The Egyptian minister of antiquities recently announced that President Sisi had allocated over $70 million for restoring and preserving Jewish sites in the country. Last month, Sisi stated that Egypt should build Jewish houses of worship. Currently only a handful of Jews remain in the country, home to one of the oldest diaspora communities; most Egyptian Jews were driven out during the 1950s and 60s amidst severe persecution. Haisam Hassanein comments:
On December 6, Khaled Salah, the editor-in-chief of al-Youm al-Sabaa—a news outlet with close ties to Egypt’s security services—tweeted praise for Hanukkah, calling it a victory for monotheism against “paganism” and advising his audience to read about the Jewish festival’s central historical figure, Judah Maccabee. This coincided with the first public Hanukkah celebration in decades at the Shaar Hashamayim synagogue in Cairo, attended by members of Egypt’s tiny Jewish community alongside an American delegation. . . .

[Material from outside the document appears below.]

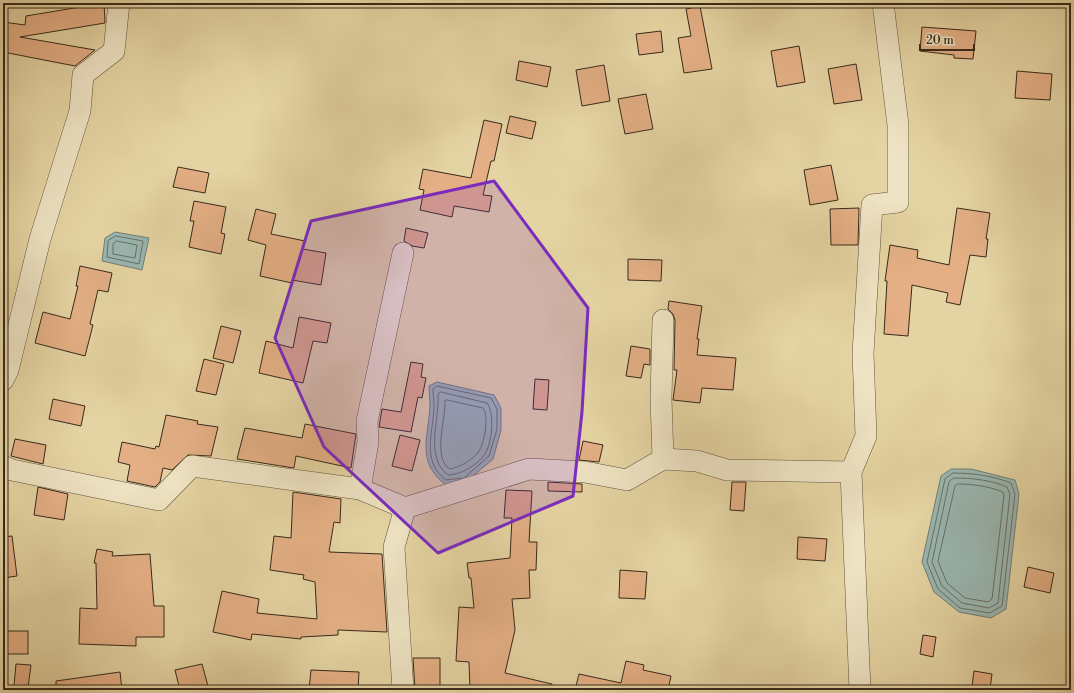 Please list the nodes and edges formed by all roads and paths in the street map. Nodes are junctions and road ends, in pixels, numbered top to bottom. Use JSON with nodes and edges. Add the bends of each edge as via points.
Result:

Three motivations best explain the government’s positive discourse [regarding] Jews: [Egypt] sees American Jewish citizens and organizations as a gateway to U.S. policymakers, whom they perceive as overtly sympathetic to Jewish causes; . . . officials seem to believe that investing more money in restoring Jewish heritage will help market the country as a destination for global Jewish tourism; [and] the president’s advisers may be trying to burnish his image as a tolerant leader [worthy of staying in power]. . . .
Yet taking a friendly approach toward Jews and Israel also raises several challenges for Sisi. Historically, Islam has regarded Jews as a protected and tolerated religious minority with some civil and religious rights, but without political status. Hence, most traditional Muslims in Egypt have trouble comprehending or accepting the idea of a Jewish state, Jewish army, or Jewish political community. . . . Even those Egyptians who agree with Sisi’s attitude toward Jews would still have trouble accepting the idea of a neighboring Zionist state. . . .
Washington should continue encouraging Cairo to press Egyptian religious institutions to moderate their discourse [about Jews]. . . . At the same time, Sisi’s latest measures should not give Washington any illusions that he has become a . . . tolerant ruler.